Reformas e FMI só vão ajudar Angola a médio prazo, defende S&P

O analista da Standard & Poor’s que segue Angola disse que o impacto do programa com o FMI só vai ter efeito a médio prazo, explicando que agora a economia enfrenta dificuldades que justificam uma Previsão de Evolução Negativa.

O analista da Standard & Poor’s que segue Angola disse que o impacto do programa com o FMI só vai ter efeito a médio prazo, explicando que agora a economia enfrenta dificuldades que justificam uma Previsão de Evolução Negativa.

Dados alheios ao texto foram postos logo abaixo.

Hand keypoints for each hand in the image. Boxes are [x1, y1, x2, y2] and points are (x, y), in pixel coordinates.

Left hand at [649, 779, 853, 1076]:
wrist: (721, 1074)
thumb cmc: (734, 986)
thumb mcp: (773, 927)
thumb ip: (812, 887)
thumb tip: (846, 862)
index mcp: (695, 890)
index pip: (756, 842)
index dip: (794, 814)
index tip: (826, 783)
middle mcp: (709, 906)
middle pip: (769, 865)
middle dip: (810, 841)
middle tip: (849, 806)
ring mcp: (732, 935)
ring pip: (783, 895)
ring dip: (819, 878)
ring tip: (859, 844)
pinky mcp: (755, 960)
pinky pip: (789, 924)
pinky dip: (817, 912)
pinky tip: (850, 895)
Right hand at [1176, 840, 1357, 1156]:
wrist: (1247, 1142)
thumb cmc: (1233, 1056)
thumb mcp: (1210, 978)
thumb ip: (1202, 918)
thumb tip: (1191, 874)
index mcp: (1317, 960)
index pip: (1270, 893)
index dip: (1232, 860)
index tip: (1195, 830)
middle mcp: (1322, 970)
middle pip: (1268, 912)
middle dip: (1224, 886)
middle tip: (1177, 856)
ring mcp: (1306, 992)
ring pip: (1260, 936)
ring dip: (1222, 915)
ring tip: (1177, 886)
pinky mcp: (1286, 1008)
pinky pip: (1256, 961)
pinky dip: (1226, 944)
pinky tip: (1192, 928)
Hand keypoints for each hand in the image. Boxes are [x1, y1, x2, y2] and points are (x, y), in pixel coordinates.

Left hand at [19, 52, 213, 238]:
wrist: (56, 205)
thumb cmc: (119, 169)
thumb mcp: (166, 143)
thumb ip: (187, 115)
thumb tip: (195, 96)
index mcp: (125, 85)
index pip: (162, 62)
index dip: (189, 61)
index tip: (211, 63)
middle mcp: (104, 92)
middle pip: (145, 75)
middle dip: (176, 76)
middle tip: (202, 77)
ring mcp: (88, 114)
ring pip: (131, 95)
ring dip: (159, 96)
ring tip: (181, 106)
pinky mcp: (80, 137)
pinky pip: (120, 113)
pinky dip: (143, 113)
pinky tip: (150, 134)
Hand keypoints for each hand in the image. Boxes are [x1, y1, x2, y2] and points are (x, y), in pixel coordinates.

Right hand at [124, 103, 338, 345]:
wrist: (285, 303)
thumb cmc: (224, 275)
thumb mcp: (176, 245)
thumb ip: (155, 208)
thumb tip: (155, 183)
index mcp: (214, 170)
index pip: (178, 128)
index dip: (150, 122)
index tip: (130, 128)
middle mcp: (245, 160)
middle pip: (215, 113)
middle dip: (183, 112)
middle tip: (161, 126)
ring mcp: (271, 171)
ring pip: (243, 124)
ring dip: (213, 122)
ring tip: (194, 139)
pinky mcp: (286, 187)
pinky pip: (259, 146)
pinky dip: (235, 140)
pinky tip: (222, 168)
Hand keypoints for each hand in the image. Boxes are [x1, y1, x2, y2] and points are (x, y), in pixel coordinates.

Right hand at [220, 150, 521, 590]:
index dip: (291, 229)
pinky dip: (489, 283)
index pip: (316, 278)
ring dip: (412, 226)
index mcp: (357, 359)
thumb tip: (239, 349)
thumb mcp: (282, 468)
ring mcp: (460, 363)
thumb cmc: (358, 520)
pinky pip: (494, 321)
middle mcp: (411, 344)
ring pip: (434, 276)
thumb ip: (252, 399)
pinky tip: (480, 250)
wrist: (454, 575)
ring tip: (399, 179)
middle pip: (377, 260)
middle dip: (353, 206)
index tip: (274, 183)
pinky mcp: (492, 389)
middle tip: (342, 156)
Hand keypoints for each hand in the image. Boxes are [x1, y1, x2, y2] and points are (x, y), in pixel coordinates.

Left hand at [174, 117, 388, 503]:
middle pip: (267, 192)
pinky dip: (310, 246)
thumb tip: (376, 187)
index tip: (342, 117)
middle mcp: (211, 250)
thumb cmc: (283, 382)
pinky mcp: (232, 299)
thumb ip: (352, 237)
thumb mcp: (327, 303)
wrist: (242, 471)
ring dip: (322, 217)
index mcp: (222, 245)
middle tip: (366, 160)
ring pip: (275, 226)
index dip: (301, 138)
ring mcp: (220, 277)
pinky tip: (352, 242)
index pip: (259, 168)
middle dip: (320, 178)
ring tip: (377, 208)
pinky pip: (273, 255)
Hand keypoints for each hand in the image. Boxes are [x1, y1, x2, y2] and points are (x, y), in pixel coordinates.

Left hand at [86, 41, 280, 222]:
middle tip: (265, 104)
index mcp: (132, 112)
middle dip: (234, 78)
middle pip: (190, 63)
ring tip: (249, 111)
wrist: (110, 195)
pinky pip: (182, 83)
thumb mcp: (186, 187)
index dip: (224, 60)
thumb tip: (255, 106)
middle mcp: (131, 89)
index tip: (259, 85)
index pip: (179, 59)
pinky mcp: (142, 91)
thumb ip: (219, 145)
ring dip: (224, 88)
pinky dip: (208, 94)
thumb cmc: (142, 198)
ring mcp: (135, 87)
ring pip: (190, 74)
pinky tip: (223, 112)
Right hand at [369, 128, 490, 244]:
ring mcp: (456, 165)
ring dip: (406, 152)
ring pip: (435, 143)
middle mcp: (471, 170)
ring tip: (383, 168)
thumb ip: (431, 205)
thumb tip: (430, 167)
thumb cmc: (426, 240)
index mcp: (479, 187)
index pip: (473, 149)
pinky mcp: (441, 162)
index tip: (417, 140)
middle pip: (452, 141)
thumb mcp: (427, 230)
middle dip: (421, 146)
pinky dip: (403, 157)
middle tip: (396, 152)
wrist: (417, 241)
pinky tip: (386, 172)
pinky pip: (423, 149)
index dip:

“Angola tem problemas sistemáticos e que tiveram um forte impacto no ano passado, como o preço baixo do petróleo, as dificuldades de produção dos blocos petrolíferos, tudo desaguou nesta grande recessão, mas é verdade que, ao mesmo tempo, há uma mudança positiva que equilibra estes fatores negativos, mas cujos efeitos só vão sentir-se mais à frente, dentro de alguns anos”, explicou Ravi Bathia.

Em declarações à Lusa no dia seguinte a esta agência de ‘rating’ ter piorado a Perspetiva de Evolução da economia, de Estável para Negativa, Ravi Bathia sublinhou que a acumulação de dívida pública é um dos maiores problemas do país.

“Neste momento os fatores negativos tiveram um impacto muito forte, e com a liberalização da taxa de câmbio, já vimos um grande aumento da dívida pública em percentagem do PIB, e como muita dessa dívida é em moeda externa, os rácios dispararam, e o nível é muito alto”, disse o analista responsável por Angola, que é também um dos diretores do departamento de análise de crédito soberano.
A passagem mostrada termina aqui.